見える存在だからこそ。見える身体だからこそ。
彼女は、その手を、永遠に握り続けることができるのだから。
だが、その時。
誠一は、何かに気づいた。
見えない世界の奥から、まだ何かが聞こえる。
見えない足音。見えない呼吸。
見えない何かは、完全には消えていないのだ。
倒されたのだ。だが、消えたわけではない。
見えない世界の、さらに奥に。
もっと深い暗さに。
そこで、待っている。
誠一が、また見えない世界に堕ちる日まで。
誠一は、その恐怖を隠した。
千佳の前では、強くいなければならない。
彼女を守るために。
彼女の笑顔を守るために。
「もう大丈夫だ」
誠一は、千佳に言った。
だが、彼自身は、知っていた。
これは、終わりではないということを。
見えない世界の脅威は、永遠に、彼に付きまとうということを。
そして、いつか、また現れるということを。
もっと強い形で。
もっと危険な形で。
千佳は、誠一を抱きしめた。
彼女は、その恐怖を感じていなかった。
ただ、彼が生きていること。
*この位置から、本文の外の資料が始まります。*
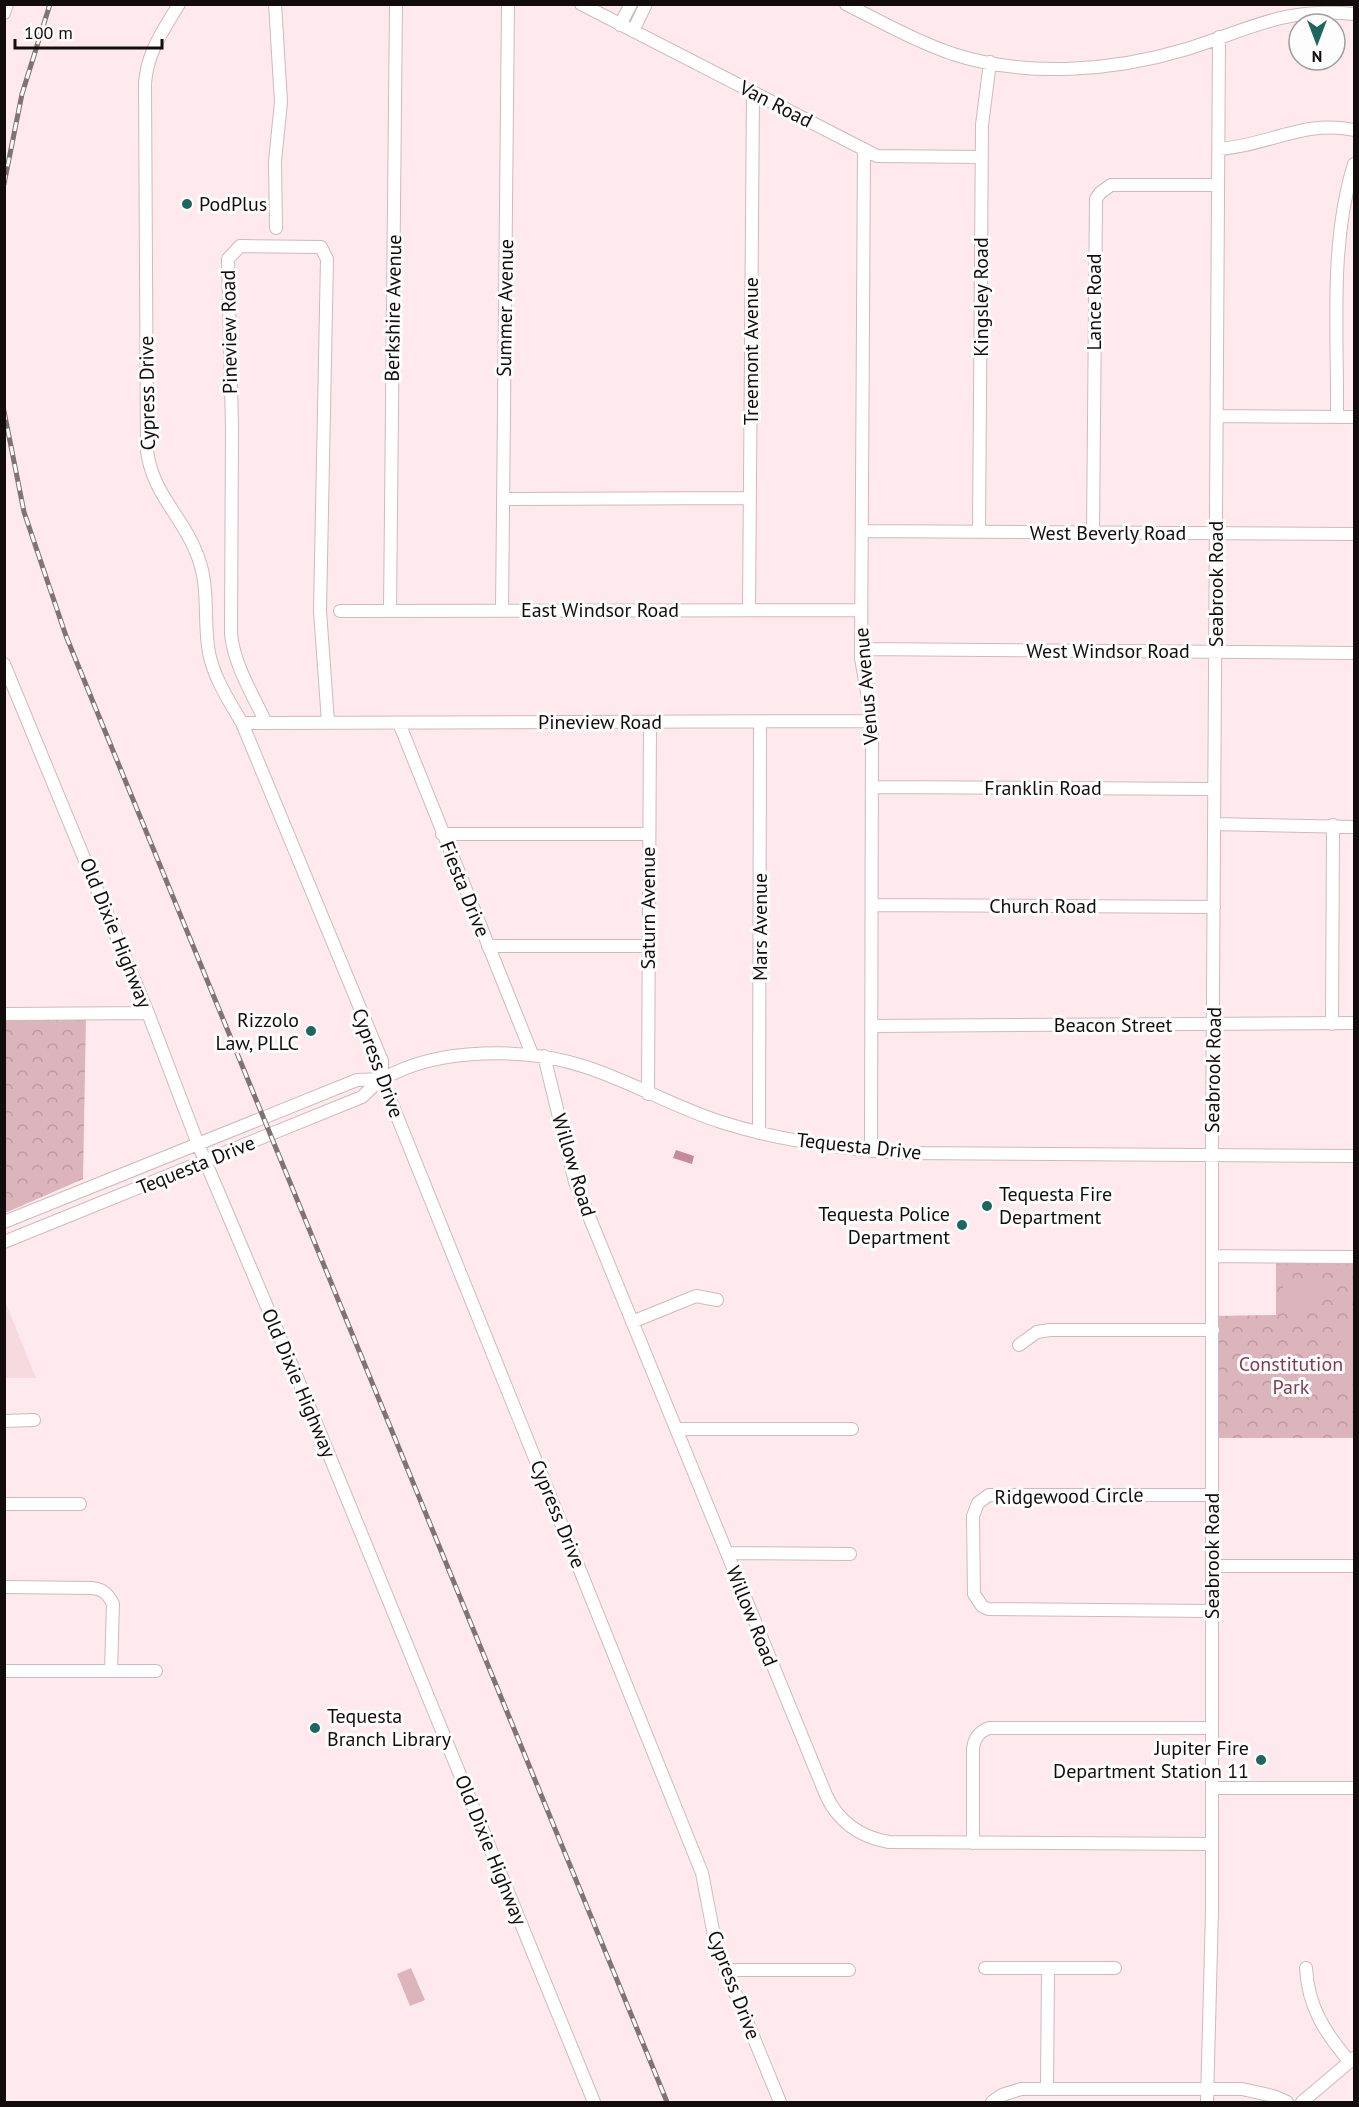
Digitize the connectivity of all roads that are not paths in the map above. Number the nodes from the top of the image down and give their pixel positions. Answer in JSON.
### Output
{"nodes":[{"id":1,"x":7,"y":4,"type":"edge"},
{"id":2,"x":179,"y":4,"type":"edge"},
{"id":3,"x":275,"y":4,"type":"edge"},
{"id":4,"x":396,"y":4,"type":"edge"},
{"id":5,"x":508,"y":4,"type":"edge"},
{"id":6,"x":581,"y":4,"type":"edge"},
{"id":7,"x":631,"y":4,"type":"edge"},
{"id":8,"x":646,"y":4,"type":"edge"},
{"id":9,"x":846,"y":4,"type":"edge"},
{"id":10,"x":4,"y":13,"type":"edge"},
{"id":11,"x":1354,"y":14,"type":"edge"},
{"id":12,"x":620,"y":25,"type":"junction"},
{"id":13,"x":633,"y":31,"type":"junction"},
{"id":14,"x":1219,"y":37,"type":"junction"},
{"id":15,"x":990,"y":62,"type":"junction"},
{"id":16,"x":753,"y":93,"type":"junction"},
{"id":17,"x":1354,"y":130,"type":"edge"},
{"id":18,"x":864,"y":149,"type":"junction"},
{"id":19,"x":1219,"y":149,"type":"junction"},
{"id":20,"x":982,"y":157,"type":"junction"},
{"id":21,"x":1354,"y":164,"type":"edge"},
{"id":22,"x":1218,"y":185,"type":"junction"},
{"id":23,"x":276,"y":228,"type":"dead end"},
{"id":24,"x":1217,"y":416,"type":"junction"},
{"id":25,"x":1337,"y":417,"type":"junction"},
{"id":26,"x":1354,"y":417,"type":"edge"},
{"id":27,"x":750,"y":498,"type":"junction"},
{"id":28,"x":503,"y":499,"type":"junction"},
{"id":29,"x":862,"y":531,"type":"junction"},
{"id":30,"x":979,"y":532,"type":"junction"},
{"id":31,"x":1093,"y":533,"type":"junction"},
{"id":32,"x":1216,"y":534,"type":"junction"},
{"id":33,"x":1354,"y":534,"type":"edge"},
{"id":34,"x":502,"y":610,"type":"junction"},
{"id":35,"x":749,"y":610,"type":"junction"},
{"id":36,"x":861,"y":610,"type":"junction"},
{"id":37,"x":340,"y":611,"type":"dead end"},
{"id":38,"x":390,"y":611,"type":"junction"},
{"id":39,"x":861,"y":649,"type":"junction"},
{"id":40,"x":1215,"y":652,"type":"junction"},
{"id":41,"x":1354,"y":653,"type":"edge"},
{"id":42,"x":4,"y":664,"type":"edge"},
{"id":43,"x":872,"y":721,"type":"junction"},
{"id":44,"x":328,"y":722,"type":"junction"},
{"id":45,"x":650,"y":722,"type":"junction"},
{"id":46,"x":760,"y":722,"type":"junction"},
{"id":47,"x":266,"y":723,"type":"junction"},
{"id":48,"x":399,"y":723,"type":"junction"},
{"id":49,"x":243,"y":726,"type":"junction"},
{"id":50,"x":872,"y":787,"type":"junction"},
{"id":51,"x":1214,"y":789,"type":"junction"},
{"id":52,"x":1214,"y":824,"type":"junction"},
{"id":53,"x":1333,"y":825,"type":"junction"},
{"id":54,"x":1354,"y":827,"type":"edge"},
{"id":55,"x":442,"y":834,"type":"junction"},
{"id":56,"x":648,"y":834,"type":"junction"},
{"id":57,"x":872,"y":904,"type":"junction"},
{"id":58,"x":1214,"y":907,"type":"junction"},
{"id":59,"x":488,"y":946,"type":"junction"},
{"id":60,"x":648,"y":946,"type":"junction"},
{"id":61,"x":148,"y":1013,"type":"junction"},
{"id":62,"x":4,"y":1014,"type":"edge"},
{"id":63,"x":1354,"y":1023,"type":"edge"},
{"id":64,"x":1214,"y":1024,"type":"junction"},
{"id":65,"x":1332,"y":1024,"type":"junction"},
{"id":66,"x":871,"y":1026,"type":"junction"},
{"id":67,"x":538,"y":1055,"type":"junction"},
{"id":68,"x":382,"y":1079,"type":"junction"},
{"id":69,"x":648,"y":1094,"type":"junction"},
{"id":70,"x":759,"y":1133,"type":"junction"},
{"id":71,"x":198,"y":1144,"type":"junction"},
{"id":72,"x":871,"y":1151,"type":"junction"},
{"id":73,"x":1212,"y":1155,"type":"junction"},
{"id":74,"x":1354,"y":1156,"type":"edge"},
{"id":75,"x":205,"y":1160,"type":"junction"},
{"id":76,"x":4,"y":1222,"type":"edge"},
{"id":77,"x":4,"y":1242,"type":"edge"},
{"id":78,"x":1212,"y":1256,"type":"junction"},
{"id":79,"x":1354,"y":1257,"type":"edge"},
{"id":80,"x":717,"y":1300,"type":"dead end"},
{"id":81,"x":632,"y":1322,"type":"junction"},
{"id":82,"x":1213,"y":1330,"type":"junction"},
{"id":83,"x":1019,"y":1345,"type":"dead end"},
{"id":84,"x":34,"y":1420,"type":"dead end"},
{"id":85,"x":4,"y":1421,"type":"edge"},
{"id":86,"x":676,"y":1429,"type":"junction"},
{"id":87,"x":852,"y":1430,"type":"dead end"},
{"id":88,"x":1213,"y":1495,"type":"junction"},
{"id":89,"x":4,"y":1504,"type":"edge"},
{"id":90,"x":80,"y":1504,"type":"dead end"},
{"id":91,"x":727,"y":1553,"type":"junction"},
{"id":92,"x":850,"y":1554,"type":"dead end"},
{"id":93,"x":1212,"y":1566,"type":"junction"},
{"id":94,"x":1354,"y":1566,"type":"edge"},
{"id":95,"x":4,"y":1587,"type":"edge"},
{"id":96,"x":1212,"y":1611,"type":"junction"},
{"id":97,"x":4,"y":1671,"type":"edge"},
{"id":98,"x":111,"y":1671,"type":"junction"},
{"id":99,"x":156,"y":1671,"type":"dead end"},
{"id":100,"x":1212,"y":1728,"type":"junction"},
{"id":101,"x":1212,"y":1788,"type":"junction"},
{"id":102,"x":1354,"y":1788,"type":"edge"},
{"id":103,"x":973,"y":1843,"type":"junction"},
{"id":104,"x":1212,"y":1844,"type":"junction"},
{"id":105,"x":985,"y":1968,"type":"dead end"},
{"id":106,"x":1048,"y":1968,"type":"junction"},
{"id":107,"x":1115,"y":1968,"type":"dead end"},
{"id":108,"x":1306,"y":1968,"type":"dead end"},
{"id":109,"x":726,"y":1970,"type":"junction"},
{"id":110,"x":849,"y":1970,"type":"dead end"},
{"id":111,"x":1352,"y":2060,"type":"edge"},
{"id":112,"x":1047,"y":2088,"type":"junction"},
{"id":113,"x":1207,"y":2089,"type":"junction"},
{"id":114,"x":594,"y":2103,"type":"edge"},
{"id":115,"x":780,"y":2103,"type":"edge"},
{"id":116,"x":992,"y":2103,"type":"edge"},
{"id":117,"x":1207,"y":2103,"type":"edge"},
{"id":118,"x":1287,"y":2103,"type":"edge"},
{"id":119,"x":1302,"y":2103,"type":"edge"}],
"edges":[{"from":1,"to":10,"type":"street"},
{"from":2,"to":49,"type":"street","name":"Cypress Drive"},
{"from":3,"to":23,"type":"street"},
{"from":4,"to":38,"type":"street","name":"Berkshire Avenue"},
{"from":5,"to":28,"type":"street","name":"Summer Avenue"},
{"from":6,"to":12,"type":"street","name":"Van Road"},
{"from":7,"to":12,"type":"street"},
{"from":8,"to":13,"type":"street"},
{"from":9,"to":15,"type":"street"},
{"from":11,"to":14,"type":"street"},
{"from":12,"to":13,"type":"street","name":"Van Road"},
{"from":13,"to":16,"type":"street","name":"Van Road"},
{"from":14,"to":15,"type":"street"},
{"from":14,"to":19,"type":"street","name":"Seabrook Road"},
{"from":15,"to":20,"type":"street","name":"Kingsley Road"},
{"from":16,"to":18,"type":"street","name":"Van Road"},
{"from":16,"to":27,"type":"street","name":"Treemont Avenue"},
{"from":17,"to":19,"type":"street"},
{"from":18,"to":20,"type":"street","name":"Van Road"},
{"from":18,"to":29,"type":"street","name":"Venus Avenue"},
{"from":19,"to":22,"type":"street","name":"Seabrook Road"},
{"from":20,"to":30,"type":"street","name":"Kingsley Road"},
{"from":21,"to":25,"type":"street"},
{"from":22,"to":24,"type":"street","name":"Seabrook Road"},
{"from":22,"to":31,"type":"street","name":"Lance Road"},
{"from":24,"to":25,"type":"street"},
{"from":24,"to":32,"type":"street","name":"Seabrook Road"},
{"from":25,"to":26,"type":"street"},
{"from":27,"to":28,"type":"street"},
{"from":27,"to":35,"type":"street","name":"Treemont Avenue"},
{"from":28,"to":34,"type":"street","name":"Summer Avenue"},
{"from":29,"to":30,"type":"street","name":"West Beverly Road"},
{"from":29,"to":36,"type":"street","name":"Venus Avenue"},
{"from":30,"to":31,"type":"street","name":"West Beverly Road"},
{"from":31,"to":32,"type":"street","name":"West Beverly Road"},
{"from":32,"to":33,"type":"street","name":"West Beverly Road"},
{"from":32,"to":40,"type":"street","name":"Seabrook Road"},
{"from":34,"to":35,"type":"street","name":"East Windsor Road"},
{"from":34,"to":38,"type":"street","name":"East Windsor Road"},
{"from":35,"to":36,"type":"street","name":"East Windsor Road"},
{"from":36,"to":39,"type":"street","name":"Venus Avenue"},
{"from":37,"to":38,"type":"street","name":"East Windsor Road"},
{"from":39,"to":40,"type":"street","name":"West Windsor Road"},
{"from":39,"to":43,"type":"street","name":"Venus Avenue"},
{"from":40,"to":41,"type":"street","name":"West Windsor Road"},
{"from":40,"to":51,"type":"street","name":"Seabrook Road"},
{"from":42,"to":61,"type":"street","name":"Old Dixie Highway"},
{"from":43,"to":46,"type":"street","name":"Pineview Road"},
{"from":43,"to":50,"type":"street","name":"Venus Avenue"},
{"from":44,"to":47,"type":"street","name":"Pineview Road"},
{"from":44,"to":47,"type":"street","name":"Pineview Road"},
{"from":44,"to":48,"type":"street","name":"Pineview Road"},
{"from":45,"to":46,"type":"street","name":"Pineview Road"},
{"from":45,"to":48,"type":"street","name":"Pineview Road"},
{"from":45,"to":56,"type":"street","name":"Saturn Avenue"},
{"from":46,"to":70,"type":"street","name":"Mars Avenue"},
{"from":47,"to":49,"type":"street","name":"Pineview Road"},
{"from":48,"to":55,"type":"street","name":"Fiesta Drive"},
{"from":49,"to":68,"type":"street","name":"Cypress Drive"},
{"from":50,"to":51,"type":"street","name":"Franklin Road"},
{"from":50,"to":57,"type":"street","name":"Venus Avenue"},
{"from":51,"to":52,"type":"street","name":"Seabrook Road"},
{"from":52,"to":53,"type":"street"},
{"from":52,"to":58,"type":"street","name":"Seabrook Road"},
{"from":53,"to":54,"type":"street"},
{"from":53,"to":65,"type":"street"},
{"from":55,"to":56,"type":"street"},
{"from":55,"to":59,"type":"street","name":"Fiesta Drive"},
{"from":56,"to":60,"type":"street","name":"Saturn Avenue"},
{"from":57,"to":58,"type":"street","name":"Church Road"},
{"from":57,"to":66,"type":"street","name":"Venus Avenue"},
{"from":58,"to":64,"type":"street","name":"Seabrook Road"},
{"from":59,"to":60,"type":"street"},
{"from":59,"to":67,"type":"street","name":"Fiesta Drive"},
{"from":60,"to":69,"type":"street","name":"Saturn Avenue"},
{"from":61,"to":62,"type":"street"},
{"from":61,"to":71,"type":"street","name":"Old Dixie Highway"},
{"from":63,"to":65,"type":"street","name":"Beacon Street"},
{"from":64,"to":65,"type":"street","name":"Beacon Street"},
{"from":64,"to":66,"type":"street","name":"Beacon Street"},
{"from":64,"to":73,"type":"street","name":"Seabrook Road"},
{"from":66,"to":72,"type":"street","name":"Venus Avenue"},
{"from":67,"to":68,"type":"street","name":"Tequesta Drive"},
{"from":67,"to":69,"type":"street","name":"Tequesta Drive"},
{"from":67,"to":81,"type":"street","name":"Willow Road"},
{"from":68,"to":71,"type":"street","name":"Tequesta Drive"},
{"from":68,"to":75,"type":"street","name":"Tequesta Drive"},
{"from":68,"to":109,"type":"street","name":"Cypress Drive"},
{"from":69,"to":70,"type":"street","name":"Tequesta Drive"},
{"from":70,"to":72,"type":"street","name":"Tequesta Drive"},
{"from":71,"to":75,"type":"street","name":"Old Dixie Highway"},
{"from":71,"to":76,"type":"street","name":"Tequesta Drive"},
{"from":72,"to":73,"type":"street","name":"Tequesta Drive"},
{"from":73,"to":74,"type":"street","name":"Tequesta Drive"},
{"from":73,"to":78,"type":"street","name":"Seabrook Road"},
{"from":75,"to":77,"type":"street","name":"Tequesta Drive"},
{"from":75,"to":114,"type":"street","name":"Old Dixie Highway"},
{"from":78,"to":79,"type":"street"},
{"from":78,"to":82,"type":"street","name":"Seabrook Road"},
{"from":80,"to":81,"type":"street"},
{"from":81,"to":86,"type":"street","name":"Willow Road"},
{"from":82,"to":83,"type":"street"},
{"from":82,"to":88,"type":"street","name":"Seabrook Road"},
{"from":84,"to":85,"type":"street"},
{"from":86,"to":87,"type":"street"},
{"from":86,"to":91,"type":"street","name":"Willow Road"},
{"from":88,"to":93,"type":"street","name":"Seabrook Road"},
{"from":88,"to":96,"type":"street","name":"Ridgewood Circle"},
{"from":89,"to":90,"type":"street"},
{"from":91,"to":92,"type":"street"},
{"from":91,"to":103,"type":"street","name":"Willow Road"},
{"from":93,"to":94,"type":"street"},
{"from":93,"to":96,"type":"street","name":"Seabrook Road"},
{"from":95,"to":98,"type":"street"},
{"from":96,"to":100,"type":"street","name":"Seabrook Road"},
{"from":97,"to":98,"type":"street"},
{"from":98,"to":99,"type":"street"},
{"from":100,"to":101,"type":"street","name":"Seabrook Road"},
{"from":100,"to":103,"type":"street"},
{"from":101,"to":102,"type":"street"},
{"from":101,"to":104,"type":"street","name":"Seabrook Road"},
{"from":103,"to":104,"type":"street","name":"Willow Road"},
{"from":104,"to":113,"type":"street","name":"Seabrook Road"},
{"from":105,"to":106,"type":"street"},
{"from":106,"to":107,"type":"street"},
{"from":106,"to":112,"type":"street"},
{"from":108,"to":111,"type":"street"},
{"from":109,"to":110,"type":"street"},
{"from":109,"to":115,"type":"street","name":"Cypress Drive"},
{"from":111,"to":119,"type":"street"},
{"from":112,"to":113,"type":"street"},
{"from":112,"to":116,"type":"street"},
{"from":113,"to":117,"type":"street","name":"Seabrook Road"},
{"from":113,"to":118,"type":"street"}]}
彼が、見える存在になったこと。
それだけで、満足していた。
だが、誠一の心は、既に、見えない世界に引き裂かれていた。
彼の愛する者を守ることと、自分の存在を保つことの狭間で。
彼は、永遠に戦い続けるのだろう。
見えない世界との戦いを。
見えない何かとの戦いを。
そして、いつか、その戦いに敗れる日が来るのだろう。
その時、千佳は、誠一を失うことになるのだろう。
誠一は、その日を遅らせるために、毎日、戦い続けるのだ。
見える世界で。
見える身体で。
見える心で。
朝日は、ビルを照らし続けた。
見える男と見える女。
だが、その男の心は、いつも、見えない世界を見ていた。
見えない足音を聞いていた。
見えない呼吸を感じていた。
見えない何かが、ずっとそこにいることを。